Throughout 45 Years, the camera pays the close attention to Kate’s subtle facial expressions that Geoff should pay, but does not. Charlotte Rampling is an accomplished actor who enriches and inflects both dialog and silence, so the lingering closeups are rewarding.

The fundamental question

Geoff is almost as dense as the cement his former employer made, and so he does not make clear to Kate (or the audience, or himself) whether the news from Switzerland prompts him to grieve for his former lover, or for his own lost youth and his own mortality.

This matters. If he is grieving for The Other Woman, Kate is justified in feeling angry and estranged.
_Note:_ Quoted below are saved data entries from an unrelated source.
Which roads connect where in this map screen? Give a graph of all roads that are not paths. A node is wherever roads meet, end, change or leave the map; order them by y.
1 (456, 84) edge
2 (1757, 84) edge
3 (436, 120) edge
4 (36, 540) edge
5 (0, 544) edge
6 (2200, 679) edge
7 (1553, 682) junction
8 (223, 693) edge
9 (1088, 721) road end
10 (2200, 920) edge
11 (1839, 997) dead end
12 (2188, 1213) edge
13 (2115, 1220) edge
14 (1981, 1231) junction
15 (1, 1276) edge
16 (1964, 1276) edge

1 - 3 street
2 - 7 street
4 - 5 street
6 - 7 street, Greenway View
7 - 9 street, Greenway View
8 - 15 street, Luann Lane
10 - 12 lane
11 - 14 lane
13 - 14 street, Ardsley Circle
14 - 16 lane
But if he is grieving for himself, Kate is acting like a jealous teenager. My sense is that Geoff is grieving for himself, but his blundering explanations plausibly convince Kate that he grieves for his former lover.

Kate’s most horrifying understanding, or misunderstanding, is that she has been a surrogate for Katia (Katya?). She seems to first suspect this when she learns that their hair was the same color (if you can trust Geoff’s distracted answer). They have no children, perhaps a decision he pushed because he cannot have children with Katia. Maybe he chose the breed of their dog as a symbolic replication of Katia’s dog.

Now those possibilities would be a serious blow to one’s ego and one’s certainties: what if much of this marriage was a continuation of the earlier affair by other means? Kate prefers classical music, but Geoff still listens to pop music from his and Katia’s youth. The possibility of intentional parallelism is creepy, insulting, and destabilizing, worse than a similar trope in Vertigo.

Then again, Kate might be all wrong about that parallel business. Lots of women have brown hair, and apparently Geoff did not obsess about Katia’s death until the letter arrived.

Right, wrong, we’ll never know. But Kate believes she has been a make-do surrogate for Katia. In her own way, Kate too slides unexpectedly down an icy crevice, and she takes the marriage with her, as Katia took the baby.

Accepting change

In most people, youthful self-centeredness gives way to the understanding that we are all equals in some regards.

Geoff seems to still struggle against the big and little insults of the passage of time, but the wiser Kate has already reached acceptance. In the first scene, she asks a former student to call her “Kate” since she is now just another person, not a superior in a school hierarchy. Planning the party, she wants no “top table” like that of her wedding, because she is now an equal to all the others in the room.

Geoff’s speech

Kate’s suspicions and anger peak just as the party starts. The audience knows that this party is a show-down, the big test, the crisis that will restore or end the marriage. We have been told that Geoff must deliver a speech, and we know exactly what should be said.

We also know (from hearing wedding and retirement speeches gone awry) that there are as many don’ts as there are dos. When Geoff says that he has not written or prepared a speech, that it is all in his head, our alarm bells are going off. At least he shaved.

The speech itself is a masterpiece of well-intentioned blunders and ambiguity. Kate’s final gesture tells us her reaction, a symbolic act that reminded me of one made by the young Tom Courtenay in The Loneliness of the Long Distance Runner (1962).

As cinema

While the scale and intimacy of 45 Years suggests a stage play, director Andrew Haigh knows how to show not tell. He has given us some quietly wonderful frames, some of which subtly suggest Kate’s increasing movement away from Geoff. I am looking forward to a second viewing, and I suspect that this film will last, as both a well-made film and as a cautionary tale.